Contaminant Transport Example

Copyright (C) 2014-2019 The BET Development Team

This example takes uniformly distributed samples of parameters and output data from a simple groundwater contaminant transport model, and calculates solutions to the stochastic inverse problem. The parameter domain is 5D, where the uncertain parameters are the x and y locations of the source, the horizontal dispersivity, the flow angle, and the contaminant flux. There are 11 measured QoIs in the data space available. By changing the choice of QoIs that we use to solve the stochastic inverse problem, we see the effect of geometric distinctness. Probabilities in the parameter space are calculated using the MC assumption. 1D and 2D marginals are calculated, smoothed, and plotted. The samples are then ranked by probability density and the volume of high-probability regions are calculated.

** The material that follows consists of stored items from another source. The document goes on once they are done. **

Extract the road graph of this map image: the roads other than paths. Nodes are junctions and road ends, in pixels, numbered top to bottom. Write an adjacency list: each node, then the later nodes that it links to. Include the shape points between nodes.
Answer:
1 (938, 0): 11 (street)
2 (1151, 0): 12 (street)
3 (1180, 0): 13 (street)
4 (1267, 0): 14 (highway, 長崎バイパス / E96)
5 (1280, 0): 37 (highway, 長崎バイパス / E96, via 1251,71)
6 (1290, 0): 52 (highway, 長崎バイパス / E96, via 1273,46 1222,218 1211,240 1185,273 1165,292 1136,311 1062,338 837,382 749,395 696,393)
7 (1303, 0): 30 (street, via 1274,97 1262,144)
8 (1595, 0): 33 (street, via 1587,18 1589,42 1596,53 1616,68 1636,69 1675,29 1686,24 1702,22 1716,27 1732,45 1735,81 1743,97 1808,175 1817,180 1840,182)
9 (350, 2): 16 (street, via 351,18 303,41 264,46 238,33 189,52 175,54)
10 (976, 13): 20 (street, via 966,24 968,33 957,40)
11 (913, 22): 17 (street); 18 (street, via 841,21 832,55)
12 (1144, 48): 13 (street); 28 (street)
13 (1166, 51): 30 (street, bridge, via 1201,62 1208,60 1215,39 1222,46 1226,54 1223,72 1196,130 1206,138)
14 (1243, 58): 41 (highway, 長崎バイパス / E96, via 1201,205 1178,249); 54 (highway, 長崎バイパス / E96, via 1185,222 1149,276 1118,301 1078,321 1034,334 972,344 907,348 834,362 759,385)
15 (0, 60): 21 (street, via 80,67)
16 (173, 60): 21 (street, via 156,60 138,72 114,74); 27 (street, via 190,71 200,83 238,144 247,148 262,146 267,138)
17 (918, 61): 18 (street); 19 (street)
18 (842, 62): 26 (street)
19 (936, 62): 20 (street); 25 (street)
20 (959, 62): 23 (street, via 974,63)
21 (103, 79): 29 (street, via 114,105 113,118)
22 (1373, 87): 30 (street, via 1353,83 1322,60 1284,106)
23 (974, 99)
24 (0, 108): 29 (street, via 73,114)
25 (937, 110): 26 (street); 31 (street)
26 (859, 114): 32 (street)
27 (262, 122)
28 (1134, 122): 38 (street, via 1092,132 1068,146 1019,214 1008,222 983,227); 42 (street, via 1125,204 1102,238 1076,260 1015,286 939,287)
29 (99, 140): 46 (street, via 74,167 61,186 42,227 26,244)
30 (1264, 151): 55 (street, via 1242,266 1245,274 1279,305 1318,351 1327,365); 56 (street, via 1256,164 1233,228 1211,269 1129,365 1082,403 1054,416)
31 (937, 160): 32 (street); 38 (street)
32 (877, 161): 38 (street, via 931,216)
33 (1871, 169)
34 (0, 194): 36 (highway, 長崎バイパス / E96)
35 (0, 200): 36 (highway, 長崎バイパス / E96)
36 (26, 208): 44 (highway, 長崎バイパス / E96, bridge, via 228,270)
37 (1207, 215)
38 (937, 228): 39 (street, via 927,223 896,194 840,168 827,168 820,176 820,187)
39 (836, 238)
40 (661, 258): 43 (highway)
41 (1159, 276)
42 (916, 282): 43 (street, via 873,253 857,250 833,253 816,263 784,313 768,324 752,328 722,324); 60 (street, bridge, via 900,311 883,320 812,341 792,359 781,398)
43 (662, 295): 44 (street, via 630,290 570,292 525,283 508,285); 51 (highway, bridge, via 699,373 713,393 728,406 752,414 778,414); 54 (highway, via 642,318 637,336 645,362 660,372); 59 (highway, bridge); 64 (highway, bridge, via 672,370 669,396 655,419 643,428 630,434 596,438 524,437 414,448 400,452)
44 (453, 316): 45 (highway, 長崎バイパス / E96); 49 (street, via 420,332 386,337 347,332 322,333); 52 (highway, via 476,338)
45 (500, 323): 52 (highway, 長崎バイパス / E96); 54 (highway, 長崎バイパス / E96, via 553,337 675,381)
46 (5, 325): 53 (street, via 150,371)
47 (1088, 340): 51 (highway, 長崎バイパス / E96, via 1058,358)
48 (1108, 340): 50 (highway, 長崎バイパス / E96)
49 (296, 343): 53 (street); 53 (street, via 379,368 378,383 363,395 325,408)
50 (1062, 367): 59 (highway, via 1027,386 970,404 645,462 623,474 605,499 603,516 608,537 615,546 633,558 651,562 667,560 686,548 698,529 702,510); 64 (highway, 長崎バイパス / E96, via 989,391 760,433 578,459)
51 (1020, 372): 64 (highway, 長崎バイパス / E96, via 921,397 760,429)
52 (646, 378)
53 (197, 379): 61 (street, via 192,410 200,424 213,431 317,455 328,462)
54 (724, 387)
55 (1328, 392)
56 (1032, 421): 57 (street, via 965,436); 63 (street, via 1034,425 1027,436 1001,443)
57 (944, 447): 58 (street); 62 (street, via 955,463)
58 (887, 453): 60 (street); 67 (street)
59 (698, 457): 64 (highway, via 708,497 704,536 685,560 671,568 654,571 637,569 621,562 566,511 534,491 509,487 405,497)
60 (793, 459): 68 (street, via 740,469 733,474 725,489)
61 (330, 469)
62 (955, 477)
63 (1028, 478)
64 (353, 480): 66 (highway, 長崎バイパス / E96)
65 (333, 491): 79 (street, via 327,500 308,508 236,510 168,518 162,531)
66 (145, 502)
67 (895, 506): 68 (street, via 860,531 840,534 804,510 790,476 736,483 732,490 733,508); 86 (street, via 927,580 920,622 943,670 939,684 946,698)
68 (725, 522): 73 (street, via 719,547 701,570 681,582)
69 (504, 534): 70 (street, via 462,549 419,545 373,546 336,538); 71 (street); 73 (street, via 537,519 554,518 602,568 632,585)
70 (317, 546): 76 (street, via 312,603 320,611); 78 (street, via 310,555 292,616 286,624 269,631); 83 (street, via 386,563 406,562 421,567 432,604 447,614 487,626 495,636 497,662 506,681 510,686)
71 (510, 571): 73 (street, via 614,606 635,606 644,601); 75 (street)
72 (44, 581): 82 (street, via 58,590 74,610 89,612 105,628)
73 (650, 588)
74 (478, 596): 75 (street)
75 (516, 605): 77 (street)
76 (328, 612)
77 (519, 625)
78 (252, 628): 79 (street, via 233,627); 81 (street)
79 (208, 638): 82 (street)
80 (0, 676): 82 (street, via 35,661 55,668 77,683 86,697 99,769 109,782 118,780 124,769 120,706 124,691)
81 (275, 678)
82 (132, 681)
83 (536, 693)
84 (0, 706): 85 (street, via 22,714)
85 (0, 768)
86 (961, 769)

Probabilistic predictions of other QoI are made.


In [1]:
import numpy as np
import bet.calculateP as calculateP
import bet.postProcess as postProcess
import bet.calculateP.simpleFunP as simpleFunP
import bet.calculateP.calculateP as calculateP
import bet.postProcess.plotP as plotP
import bet.postProcess.plotDomains as plotD
import bet.postProcess.postTools as postTools
import bet.sample as samp
from IPython.display import Image
import glob

In [2]:
# Labels and descriptions of the uncertain parameters
labels = ['Source $y$ coordinate [L]', 'Source $x$ coordinate [L]', 'Dispersivity x [L]', 'Flow Angle [degrees]', 'Contaminant flux [M/T]']

# Load data from files
# First obtain info on the parameter domain
parameter_domain = np.loadtxt("files/lam_domain.txt.gz") #parameter domain
parameter_dim = parameter_domain.shape[0]

# Create input sample set
input_samples = samp.sample_set(parameter_dim)
input_samples.set_domain(parameter_domain)
input_samples.set_values(np.loadtxt("files/samples.txt.gz"))
input_samples.estimate_volume_mc() # Use standard MC estimate of volumes

# Choose which QoI to use and create output sample set
QoI_indices_observe = np.array([0,1,2,3])
output_samples = samp.sample_set(QoI_indices_observe.size)
output_samples.set_values(np.loadtxt("files/data.txt.gz")[:,QoI_indices_observe])

In [3]:
# Create discretization object
my_discretization = samp.discretization(input_sample_set=input_samples,
                                        output_sample_set=output_samples)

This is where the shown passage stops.